American serial killer (1956–2012)

Manuel "Manny" Pardo Jr. (September 24, 1956 – December 11, 2012) was an American serial killer and former police officer previously employed by the Florida Highway Patrol and the Sweetwater Police Department. Between January and April 1986, he killed nine known victims. He was convicted on nine counts of first degree murder, for which he was sentenced to death; he was executed in December 2012 by lethal injection.

==Early life and police career==
Manuel Pardo was born in New York on September 24, 1956. A former Boy Scout and Marine Corps veteran, Pardo began his law enforcement career with the Florida Highway Patrol, graduating valedictorian from the academy. However, he was fired from that agency in 1979 for falsifying traffic tickets. Pardo was soon hired by the police department in Sweetwater, Florida, located in Miami-Dade County.

==Criminal career and trial==
After some brushes with law enforcement, including one incident involving lying to investigators, Pardo's position at the Sweetwater Police Department was terminated. Pardo became involved in the drug trade and, in January 1986, killed his first two known victims, Mario Amador and Roberto Alonso, with a .22 caliber Ruger pistol during a robbery.

Later that month, Pardo killed Michael Millot, a Haitian anti-Duvalier activist, who he believed to be a police informant.
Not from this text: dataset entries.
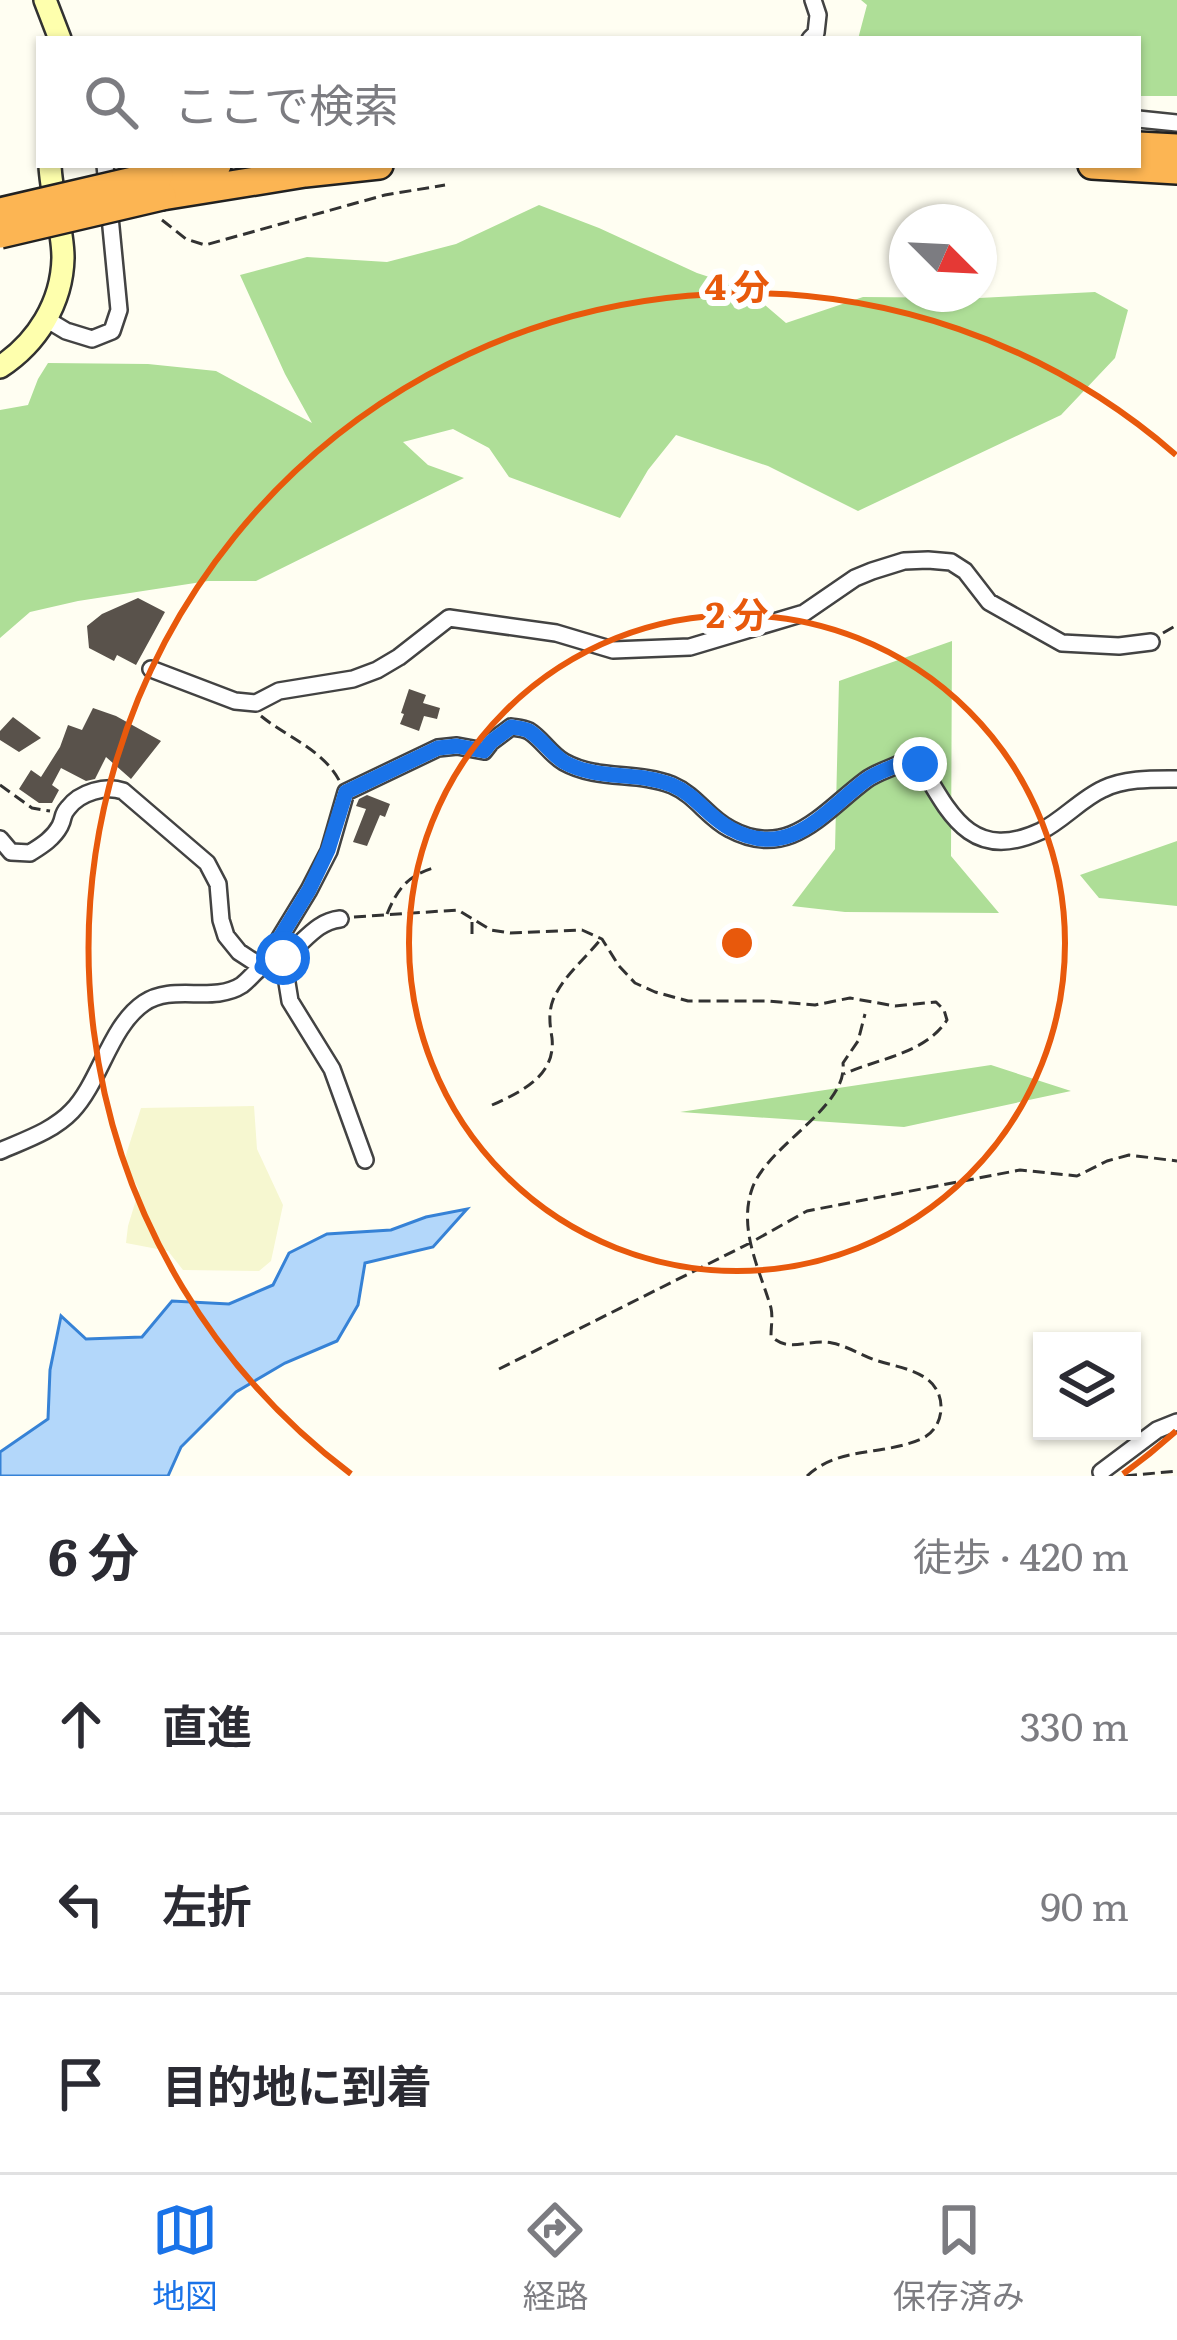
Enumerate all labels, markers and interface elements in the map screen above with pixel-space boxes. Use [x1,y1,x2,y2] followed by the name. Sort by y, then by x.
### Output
[36,36,1141,168] search box
[78,69,144,135] icon: search
[174,69,399,136] text: ここで検索
[889,204,997,312] north arrow
[705,258,769,311] text: 4 分
[706,586,768,639] text: 2 分
[893,737,947,791] route end
[716,922,758,964] centre of rings
[256,931,310,985] route start
[1033,1332,1141,1440] map controls
[1033,1332,1141,1440] button: layers
[48,1516,139,1592] text: 6 分
[913,1525,1129,1583] text: 徒歩 · 420 m
[162,1690,252,1757] text: 直進
[48,1691,114,1757] icon: ahead
[1020,1695,1129,1753] text: 330 m
[162,1870,252,1937] text: 左折
[48,1871,114,1937] icon: left
[1040,1875,1129,1933] text: 90 m
[162,2050,432,2117] text: 目的地に到着
[48,2051,114,2117] icon: arrive
[152,2197,218,2318] tab: 地図
[522,2197,588,2318] tab: 経路
[893,2197,1025,2318] tab: 保存済み

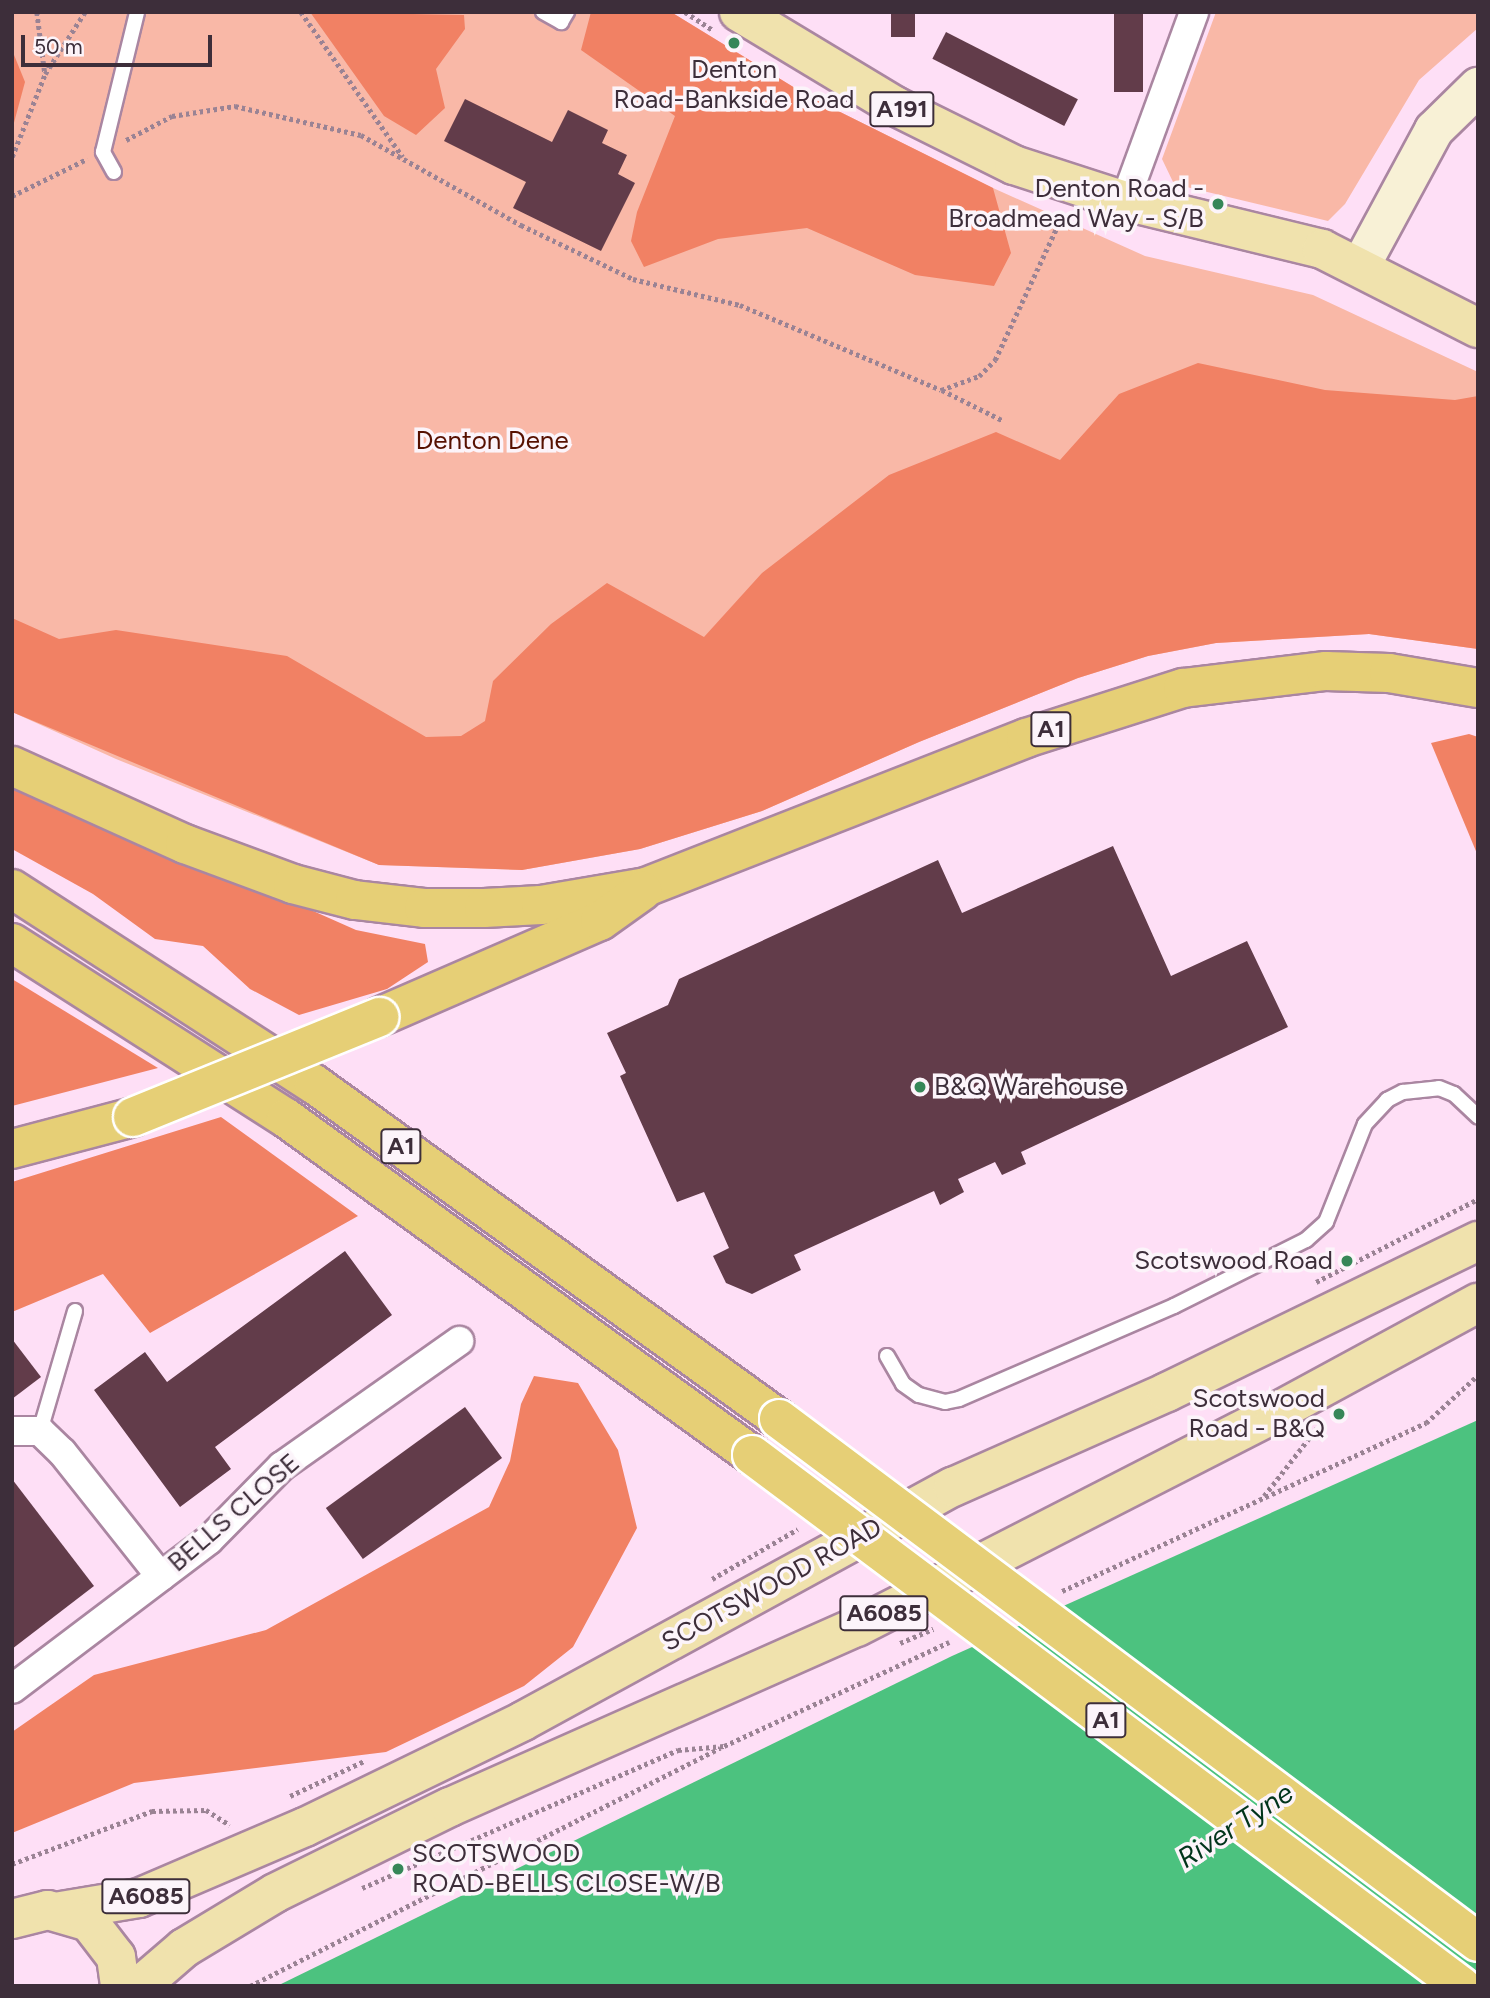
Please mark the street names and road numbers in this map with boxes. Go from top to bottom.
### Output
road number: A191 [869,88,935,130]
road number: A1 [1030,708,1072,750]
road number: A1 [380,1126,422,1166]
street label: BELLS CLOSE [162,1447,306,1579]
street label: SCOTSWOOD ROAD [657,1512,887,1658]
road number: A6085 [838,1592,930,1633]
road number: A1 [1085,1700,1127,1740]
road number: A6085 [100,1875,192,1916]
Millot was a gunsmith who had previously supplied Pardo with silencers for his handguns. Pardo's partner from the Sweetwater police, Rolando Garcia, lured Millot to a car belonging to Pardo's wife, where Pardo himself was already waiting in the back seat. Once Millot arrived and became situated in the front passenger seat of the car, Pardo fatally shot him in the head with a 9mm pistol. The car was later discovered to have been reupholstered.

In February 1986, Pardo killed Luis Robledo and Ulpiano Ledo during a robbery of their home. Two months later, Pardo claimed four victims in two separate incidents: Fara Quintero and Sara Musa were killed over an argument about a pawned ring worth $50 and for refusing to buy Pardo a VCR with stolen credit cards. Pardo later claimed that he believed Quintero had marked him for death by dialing him number 8s on a pager, a numerical sign for death in the Santería religion developed in Cuba. Ramon Alvero and his girlfriend Daisy Ricard were shot to death because Alvero had failed to show up to several drug deals.

Pardo was apprehended in a New York City hospital, where he was found with a gunshot wound to his foot. The bullet matched those found in his final victims. The injury occurred during the murder of Ricard when, after shooting her once, Pardo's Ruger pistol jammed. He then bludgeoned Ricard to death with the handgun, causing the jammed round to discharge into Pardo's foot.

When police searched Pardo's home, they discovered a collection of Nazi memorabilia. At the trial, prosecutors presented evidence that Pardo was a Nazi sympathizer who admired Adolf Hitler, and that Pardo harbored racist and antisemitic views regarding Jews and black people. Pardo maintained until his death that his mission was to rid Florida of its drug culture by killing active sellers and buyers of drugs, admitting to at least six of the nine murders.

During his trial, against the advice of his attorneys, Pardo testified in his own defense. He claimed, "I am a soldier. I accomplished my mission and I humbly ask you to give me the glory of ending my life and not send me to spend the rest of my days in state prison." Pardo "acknowledged that he killed all nine victims but claimed that all nine victims were drug dealers who had no right to live and that he was doing society a favor." Prosecuting attorney David Waxman, on the other hand, maintained that Pardo was a "cold-blooded killer" and, according to the Clark County Prosecutor's site, "The State presented the case that Pardo and Garcia were drug dealers and were eliminating the competition."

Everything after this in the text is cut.